*WORK INSTRUCTION*. Return each line of the listing that contains the string "graph".

───

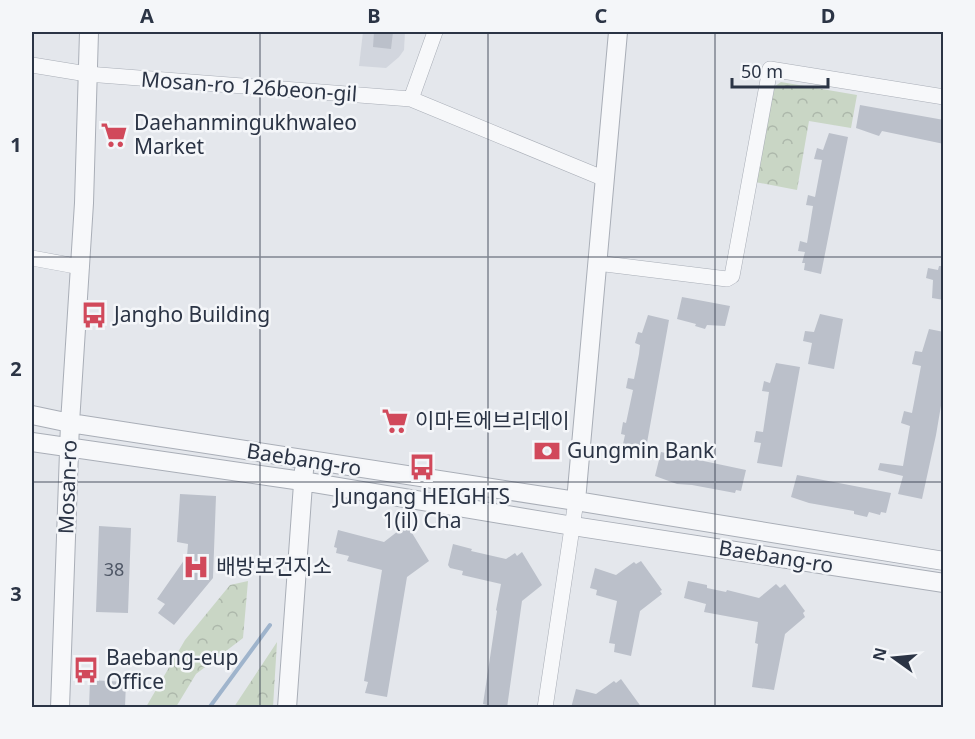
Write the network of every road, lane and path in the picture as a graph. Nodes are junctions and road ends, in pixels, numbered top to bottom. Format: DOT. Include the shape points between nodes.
graph roads {
  1 [pos="89,32"];
  2 [pos="435,32"];
  3 [pos="618,32"];
  4 [pos="32,65"];
  5 [pos="87,74"];
  6 [pos="944,98"];
  7 [pos="411,99"];
  8 [pos="605,179"];
  9 [pos="32,258"];
  10 [pos="597,262"];
  11 [pos="81,267"];
  12 [pos="32,415"];
  13 [pos="70,423"];
  14 [pos="32,442"];
  15 [pos="69,449"];
  16 [pos="306,460"];
  17 [pos="302,481"];
  18 [pos="576,501"];
  19 [pos="573,526"];
  20 [pos="944,561"];
  21 [pos="944,583"];
  22 [pos="60,708"];
  23 [pos="287,708"];
  24 [pos="545,708"];
  1 -- 5 [label="street, Mosan-ro"];
  2 -- 7 [label="street"];
  3 -- 8 [label="street"];
  4 -- 5 [label="street, Mosan-ro 126beon-gil"];
  5 -- 7 [label="street, Mosan-ro 126beon-gil"];
  5 -- 11 [label="street, Mosan-ro"];
  6 -- 10 [label="street" via="770,69 732,276 727,279"];
  7 -- 8 [label="street, Mosan-ro 126beon-gil"];
  8 -- 10 [label="street"];
  9 -- 11 [label="street"];
  10 -- 18 [label="street"];
  11 -- 13 [label="street, Mosan-ro"];
  12 -- 13 [label="street, Baebang-ro"];
  13 -- 15 [label="street, Mosan-ro"];
  13 -- 16 [label="street, Baebang-ro"];
  14 -- 15 [label="street, Baebang-ro"];
  15 -- 17 [label="street, Baebang-ro"];
  15 -- 22 [label="street, Mosan-ro"];
  16 -- 17 [label="street"];
  16 -- 18 [label="street, Baebang-ro"];
  17 -- 19 [label="street, Baebang-ro"];
  17 -- 23 [label="street"];
  18 -- 19 [label="street"];
  18 -- 20 [label="street, Baebang-ro"];
  19 -- 21 [label="street, Baebang-ro"];
  19 -- 24 [label="street"];
}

───

*ANSWER FOR THIS EXERCISE*.
Write the network of every road, lane and path in the picture as a graph. Nodes are junctions and road ends, in pixels, numbered top to bottom. Format: DOT. Include the shape points between nodes.
graph roads {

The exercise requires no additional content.